### Task description:
Answer with a number only, giving how many lines in the data below include "Antunes".

Input material below:

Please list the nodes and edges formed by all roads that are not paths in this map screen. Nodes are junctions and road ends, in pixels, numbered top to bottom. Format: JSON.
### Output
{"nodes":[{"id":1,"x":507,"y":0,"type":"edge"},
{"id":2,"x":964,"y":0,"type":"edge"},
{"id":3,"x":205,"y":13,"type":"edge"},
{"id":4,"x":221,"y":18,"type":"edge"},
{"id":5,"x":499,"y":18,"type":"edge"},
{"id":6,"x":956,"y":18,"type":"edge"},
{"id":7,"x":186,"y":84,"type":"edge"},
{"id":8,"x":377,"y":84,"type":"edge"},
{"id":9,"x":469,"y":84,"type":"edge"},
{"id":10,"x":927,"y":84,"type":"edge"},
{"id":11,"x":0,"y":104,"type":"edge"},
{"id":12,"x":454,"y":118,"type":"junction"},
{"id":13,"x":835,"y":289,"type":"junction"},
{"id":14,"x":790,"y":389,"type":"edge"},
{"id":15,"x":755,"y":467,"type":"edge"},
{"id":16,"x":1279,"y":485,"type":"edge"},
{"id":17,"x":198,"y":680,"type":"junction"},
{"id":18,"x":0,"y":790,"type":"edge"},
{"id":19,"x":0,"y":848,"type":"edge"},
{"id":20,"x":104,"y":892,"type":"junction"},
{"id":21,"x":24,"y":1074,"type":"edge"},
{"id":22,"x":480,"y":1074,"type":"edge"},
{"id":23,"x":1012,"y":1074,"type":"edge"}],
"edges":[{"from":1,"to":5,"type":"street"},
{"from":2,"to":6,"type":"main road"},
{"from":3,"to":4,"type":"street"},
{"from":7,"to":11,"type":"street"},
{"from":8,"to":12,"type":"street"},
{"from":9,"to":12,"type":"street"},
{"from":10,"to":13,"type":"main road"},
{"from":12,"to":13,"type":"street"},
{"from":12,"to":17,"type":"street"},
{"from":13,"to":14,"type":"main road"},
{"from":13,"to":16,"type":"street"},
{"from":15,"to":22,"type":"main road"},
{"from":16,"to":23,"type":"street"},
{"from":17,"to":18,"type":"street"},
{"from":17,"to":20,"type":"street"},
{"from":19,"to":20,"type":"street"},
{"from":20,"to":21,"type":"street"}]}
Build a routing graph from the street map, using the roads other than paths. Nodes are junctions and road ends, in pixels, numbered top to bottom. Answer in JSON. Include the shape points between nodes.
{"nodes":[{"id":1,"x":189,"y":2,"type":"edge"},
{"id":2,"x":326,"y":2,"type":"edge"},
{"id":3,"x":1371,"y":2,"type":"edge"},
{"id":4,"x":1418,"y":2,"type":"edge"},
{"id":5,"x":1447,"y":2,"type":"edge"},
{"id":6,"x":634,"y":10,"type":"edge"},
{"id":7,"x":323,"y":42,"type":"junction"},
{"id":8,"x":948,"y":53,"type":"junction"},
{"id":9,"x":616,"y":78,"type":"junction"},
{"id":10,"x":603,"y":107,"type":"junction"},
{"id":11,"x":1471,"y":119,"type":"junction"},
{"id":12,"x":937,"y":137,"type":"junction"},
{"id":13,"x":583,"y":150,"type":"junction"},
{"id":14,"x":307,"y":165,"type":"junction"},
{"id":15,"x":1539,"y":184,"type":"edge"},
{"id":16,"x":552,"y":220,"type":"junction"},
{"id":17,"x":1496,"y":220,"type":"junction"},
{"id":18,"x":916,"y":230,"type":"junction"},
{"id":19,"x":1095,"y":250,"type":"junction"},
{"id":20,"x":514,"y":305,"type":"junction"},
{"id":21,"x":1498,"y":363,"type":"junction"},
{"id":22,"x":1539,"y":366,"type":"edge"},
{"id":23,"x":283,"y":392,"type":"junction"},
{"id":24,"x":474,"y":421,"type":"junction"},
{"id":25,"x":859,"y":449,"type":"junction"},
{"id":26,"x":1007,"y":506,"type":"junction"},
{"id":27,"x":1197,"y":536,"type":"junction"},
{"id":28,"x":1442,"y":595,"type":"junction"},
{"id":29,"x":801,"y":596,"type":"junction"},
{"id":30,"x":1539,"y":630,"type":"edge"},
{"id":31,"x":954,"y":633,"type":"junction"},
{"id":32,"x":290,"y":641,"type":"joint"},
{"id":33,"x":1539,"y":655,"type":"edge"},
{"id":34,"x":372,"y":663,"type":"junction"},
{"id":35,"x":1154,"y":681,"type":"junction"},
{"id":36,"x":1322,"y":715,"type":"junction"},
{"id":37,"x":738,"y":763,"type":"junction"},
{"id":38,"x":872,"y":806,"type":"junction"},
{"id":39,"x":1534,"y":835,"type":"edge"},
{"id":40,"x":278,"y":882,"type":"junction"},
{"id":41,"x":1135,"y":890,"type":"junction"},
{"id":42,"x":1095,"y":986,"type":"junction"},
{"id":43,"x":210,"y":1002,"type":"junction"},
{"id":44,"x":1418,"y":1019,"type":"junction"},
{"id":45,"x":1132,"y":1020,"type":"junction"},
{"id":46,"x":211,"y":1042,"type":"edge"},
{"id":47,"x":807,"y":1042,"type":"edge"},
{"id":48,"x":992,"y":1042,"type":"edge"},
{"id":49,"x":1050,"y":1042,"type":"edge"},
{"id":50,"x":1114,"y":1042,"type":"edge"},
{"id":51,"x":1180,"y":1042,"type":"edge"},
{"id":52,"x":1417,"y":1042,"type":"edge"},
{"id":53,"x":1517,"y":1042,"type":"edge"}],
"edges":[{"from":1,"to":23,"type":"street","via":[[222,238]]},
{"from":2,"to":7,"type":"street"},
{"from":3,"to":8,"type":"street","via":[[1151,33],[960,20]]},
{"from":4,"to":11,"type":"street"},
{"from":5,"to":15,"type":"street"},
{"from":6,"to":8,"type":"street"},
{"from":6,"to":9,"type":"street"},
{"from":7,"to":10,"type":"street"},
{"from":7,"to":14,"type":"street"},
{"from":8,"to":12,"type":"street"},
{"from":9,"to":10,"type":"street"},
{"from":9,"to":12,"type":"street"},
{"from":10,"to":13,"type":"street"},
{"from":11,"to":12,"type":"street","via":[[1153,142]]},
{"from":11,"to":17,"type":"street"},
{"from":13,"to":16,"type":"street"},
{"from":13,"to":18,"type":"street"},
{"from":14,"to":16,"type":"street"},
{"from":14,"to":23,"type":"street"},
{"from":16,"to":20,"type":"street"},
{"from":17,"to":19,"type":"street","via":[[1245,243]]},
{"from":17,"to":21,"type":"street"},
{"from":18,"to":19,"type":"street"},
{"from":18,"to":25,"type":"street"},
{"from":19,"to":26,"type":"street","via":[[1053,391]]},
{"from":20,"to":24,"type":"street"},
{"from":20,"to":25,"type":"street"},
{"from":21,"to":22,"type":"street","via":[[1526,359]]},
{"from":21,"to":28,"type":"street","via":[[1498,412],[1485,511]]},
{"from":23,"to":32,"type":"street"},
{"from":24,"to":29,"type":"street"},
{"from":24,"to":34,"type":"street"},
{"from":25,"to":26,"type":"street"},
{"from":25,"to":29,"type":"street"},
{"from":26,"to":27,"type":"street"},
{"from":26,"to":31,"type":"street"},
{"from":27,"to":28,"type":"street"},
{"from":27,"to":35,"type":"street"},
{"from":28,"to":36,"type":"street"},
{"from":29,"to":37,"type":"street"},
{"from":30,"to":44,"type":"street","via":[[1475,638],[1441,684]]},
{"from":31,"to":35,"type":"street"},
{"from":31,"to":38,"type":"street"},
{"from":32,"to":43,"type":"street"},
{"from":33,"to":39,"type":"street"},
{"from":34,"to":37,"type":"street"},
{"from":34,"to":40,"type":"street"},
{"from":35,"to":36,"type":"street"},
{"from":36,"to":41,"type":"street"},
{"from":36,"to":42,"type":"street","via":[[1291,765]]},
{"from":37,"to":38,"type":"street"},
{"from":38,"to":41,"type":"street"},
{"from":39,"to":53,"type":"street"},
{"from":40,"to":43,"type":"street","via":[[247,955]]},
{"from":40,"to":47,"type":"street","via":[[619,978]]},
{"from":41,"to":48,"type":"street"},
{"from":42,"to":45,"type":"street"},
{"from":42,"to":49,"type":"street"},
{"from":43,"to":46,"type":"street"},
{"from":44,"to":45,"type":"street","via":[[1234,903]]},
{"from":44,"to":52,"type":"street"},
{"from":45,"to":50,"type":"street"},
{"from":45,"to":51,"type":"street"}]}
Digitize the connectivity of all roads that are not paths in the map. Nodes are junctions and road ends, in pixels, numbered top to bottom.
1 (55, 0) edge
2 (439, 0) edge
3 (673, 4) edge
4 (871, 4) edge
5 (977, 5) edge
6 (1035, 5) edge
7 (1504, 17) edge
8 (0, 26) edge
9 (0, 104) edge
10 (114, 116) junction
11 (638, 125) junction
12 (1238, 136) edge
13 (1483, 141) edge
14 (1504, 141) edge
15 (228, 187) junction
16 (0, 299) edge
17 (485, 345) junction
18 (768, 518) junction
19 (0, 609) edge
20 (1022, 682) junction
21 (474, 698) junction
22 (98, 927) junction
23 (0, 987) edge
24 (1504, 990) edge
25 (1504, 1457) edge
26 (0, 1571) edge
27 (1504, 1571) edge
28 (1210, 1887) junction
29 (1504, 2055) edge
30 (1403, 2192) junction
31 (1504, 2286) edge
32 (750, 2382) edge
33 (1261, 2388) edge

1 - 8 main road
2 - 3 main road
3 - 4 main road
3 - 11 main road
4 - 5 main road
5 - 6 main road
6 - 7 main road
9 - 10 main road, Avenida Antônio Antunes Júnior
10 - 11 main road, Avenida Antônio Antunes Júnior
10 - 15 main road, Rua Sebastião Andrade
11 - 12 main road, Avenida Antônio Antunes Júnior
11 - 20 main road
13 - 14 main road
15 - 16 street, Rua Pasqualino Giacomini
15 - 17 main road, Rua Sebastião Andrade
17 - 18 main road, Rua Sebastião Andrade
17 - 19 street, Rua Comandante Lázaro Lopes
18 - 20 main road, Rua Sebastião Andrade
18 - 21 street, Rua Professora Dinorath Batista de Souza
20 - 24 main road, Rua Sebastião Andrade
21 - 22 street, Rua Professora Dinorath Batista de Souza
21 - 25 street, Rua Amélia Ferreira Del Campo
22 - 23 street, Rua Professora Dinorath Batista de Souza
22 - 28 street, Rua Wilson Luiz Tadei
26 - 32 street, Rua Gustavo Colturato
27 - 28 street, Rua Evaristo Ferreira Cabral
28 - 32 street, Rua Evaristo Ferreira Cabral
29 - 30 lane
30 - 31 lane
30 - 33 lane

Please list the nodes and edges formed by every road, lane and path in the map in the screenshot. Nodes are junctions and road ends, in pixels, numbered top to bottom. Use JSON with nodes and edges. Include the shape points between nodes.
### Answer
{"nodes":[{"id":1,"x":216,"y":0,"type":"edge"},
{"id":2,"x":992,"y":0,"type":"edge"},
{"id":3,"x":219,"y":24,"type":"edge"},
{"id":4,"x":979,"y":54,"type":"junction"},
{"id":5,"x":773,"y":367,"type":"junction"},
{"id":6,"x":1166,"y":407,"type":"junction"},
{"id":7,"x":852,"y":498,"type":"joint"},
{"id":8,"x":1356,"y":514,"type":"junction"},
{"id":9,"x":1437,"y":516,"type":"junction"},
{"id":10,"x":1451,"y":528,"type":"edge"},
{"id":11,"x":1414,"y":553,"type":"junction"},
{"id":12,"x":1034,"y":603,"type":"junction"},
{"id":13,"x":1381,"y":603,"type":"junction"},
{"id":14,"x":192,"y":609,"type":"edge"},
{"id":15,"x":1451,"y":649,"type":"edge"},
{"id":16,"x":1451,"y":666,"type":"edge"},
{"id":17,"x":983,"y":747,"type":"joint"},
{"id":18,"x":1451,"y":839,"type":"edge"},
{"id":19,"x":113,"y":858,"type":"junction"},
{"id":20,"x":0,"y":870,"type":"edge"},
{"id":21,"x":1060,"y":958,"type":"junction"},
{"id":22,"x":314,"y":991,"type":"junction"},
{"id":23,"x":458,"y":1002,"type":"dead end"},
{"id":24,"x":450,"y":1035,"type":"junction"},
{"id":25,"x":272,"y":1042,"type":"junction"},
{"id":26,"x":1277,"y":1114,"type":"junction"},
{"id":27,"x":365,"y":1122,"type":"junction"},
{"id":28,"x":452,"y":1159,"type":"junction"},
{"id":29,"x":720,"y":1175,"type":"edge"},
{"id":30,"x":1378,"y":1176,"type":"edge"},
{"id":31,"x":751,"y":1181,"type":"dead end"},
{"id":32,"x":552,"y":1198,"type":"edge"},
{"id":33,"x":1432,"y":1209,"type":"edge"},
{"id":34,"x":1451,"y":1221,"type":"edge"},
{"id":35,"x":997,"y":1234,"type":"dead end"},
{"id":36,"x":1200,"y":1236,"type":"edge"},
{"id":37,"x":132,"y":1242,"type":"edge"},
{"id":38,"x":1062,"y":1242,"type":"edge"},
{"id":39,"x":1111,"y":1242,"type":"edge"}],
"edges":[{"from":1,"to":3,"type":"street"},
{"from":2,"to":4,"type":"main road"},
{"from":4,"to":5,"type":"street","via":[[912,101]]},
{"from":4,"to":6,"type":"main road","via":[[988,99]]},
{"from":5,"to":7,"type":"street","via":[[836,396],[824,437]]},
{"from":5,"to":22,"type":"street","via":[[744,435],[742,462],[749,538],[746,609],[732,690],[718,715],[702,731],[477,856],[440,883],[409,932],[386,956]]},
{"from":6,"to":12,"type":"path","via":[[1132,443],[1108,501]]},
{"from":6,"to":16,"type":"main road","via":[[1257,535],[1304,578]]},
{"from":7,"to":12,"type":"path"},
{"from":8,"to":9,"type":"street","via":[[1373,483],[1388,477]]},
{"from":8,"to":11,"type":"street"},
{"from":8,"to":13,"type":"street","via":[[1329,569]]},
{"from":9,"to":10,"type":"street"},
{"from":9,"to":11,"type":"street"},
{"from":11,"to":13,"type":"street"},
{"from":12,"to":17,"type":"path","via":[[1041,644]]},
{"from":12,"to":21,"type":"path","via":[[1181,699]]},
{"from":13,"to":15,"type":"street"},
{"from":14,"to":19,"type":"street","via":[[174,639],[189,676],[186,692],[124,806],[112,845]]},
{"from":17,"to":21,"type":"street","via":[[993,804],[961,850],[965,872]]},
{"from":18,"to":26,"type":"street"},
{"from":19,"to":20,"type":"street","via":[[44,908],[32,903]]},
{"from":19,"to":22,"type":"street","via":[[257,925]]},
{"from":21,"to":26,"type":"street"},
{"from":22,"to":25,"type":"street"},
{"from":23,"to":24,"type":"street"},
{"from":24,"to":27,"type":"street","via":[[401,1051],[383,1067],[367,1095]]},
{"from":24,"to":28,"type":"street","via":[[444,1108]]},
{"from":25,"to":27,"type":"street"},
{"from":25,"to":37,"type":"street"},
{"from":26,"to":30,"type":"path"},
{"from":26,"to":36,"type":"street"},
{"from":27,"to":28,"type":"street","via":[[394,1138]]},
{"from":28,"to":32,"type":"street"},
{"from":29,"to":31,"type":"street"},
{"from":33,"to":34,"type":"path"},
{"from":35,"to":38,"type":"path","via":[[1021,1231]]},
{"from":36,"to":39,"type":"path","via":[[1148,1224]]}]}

End of Input material.

### Exercise answer:
3